Lokasi kota yang telah memenuhi syarat-syarat di atas, kemudian dibangun berdasarkan sistem tata kota Islam. Dalam membangun kota ini, Islam mengatur tentang penataan bangunan kota. Terdapat sejumlah bangunan wajib yang dibangun, yang menjadi pondasi penting pembangunan kota. Seperti yang dimuat dalam Ahkam Al-Bina, bangunan-bangunan penting penopang kehidupan kota menjadi standar sistem tata kota Islam.
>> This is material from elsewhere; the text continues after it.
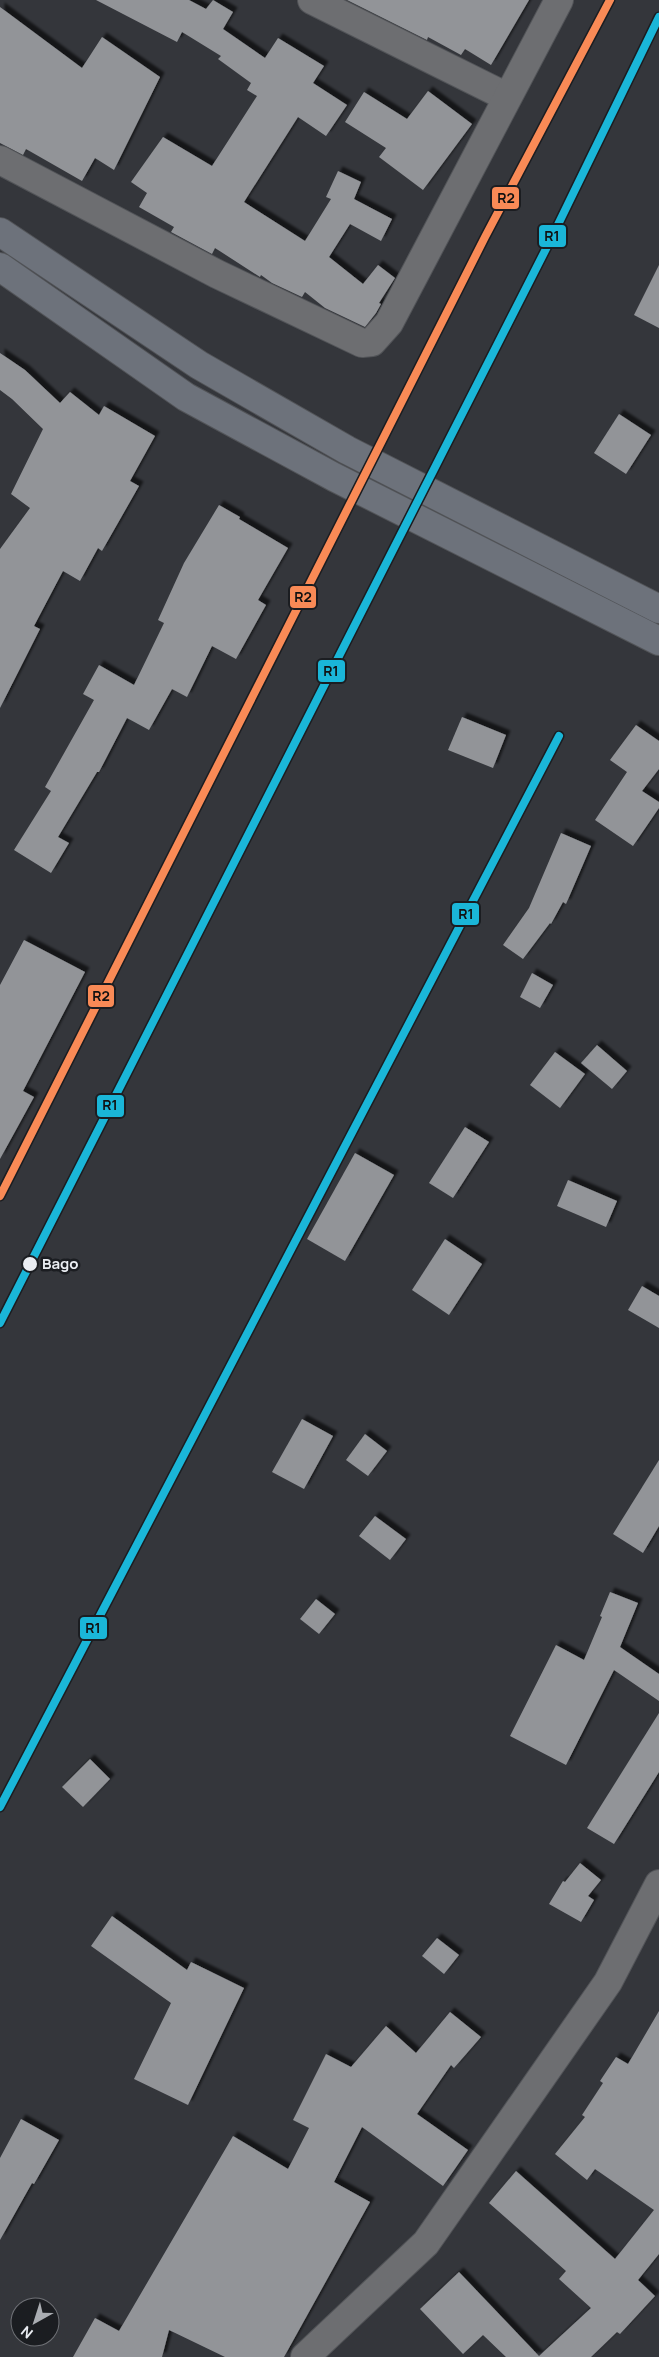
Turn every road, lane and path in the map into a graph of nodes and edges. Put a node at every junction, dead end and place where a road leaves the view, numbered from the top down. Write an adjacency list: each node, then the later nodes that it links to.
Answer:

Bangunan-bangunan tersebut di antaranya adalah masjid, ribath atau mushola, benteng, tembok, jembatan, terowongan air atau yang sering disebut kanal, serta bendungan.

Selain itu dianjurkan pula untuk dibangun menara adzan, pasar, tempat tinggal serta kawasan pertokoan. Kemudian sisanya diserahkan kepada para penduduk untuk membangun rumahnya (kawasan pemukiman).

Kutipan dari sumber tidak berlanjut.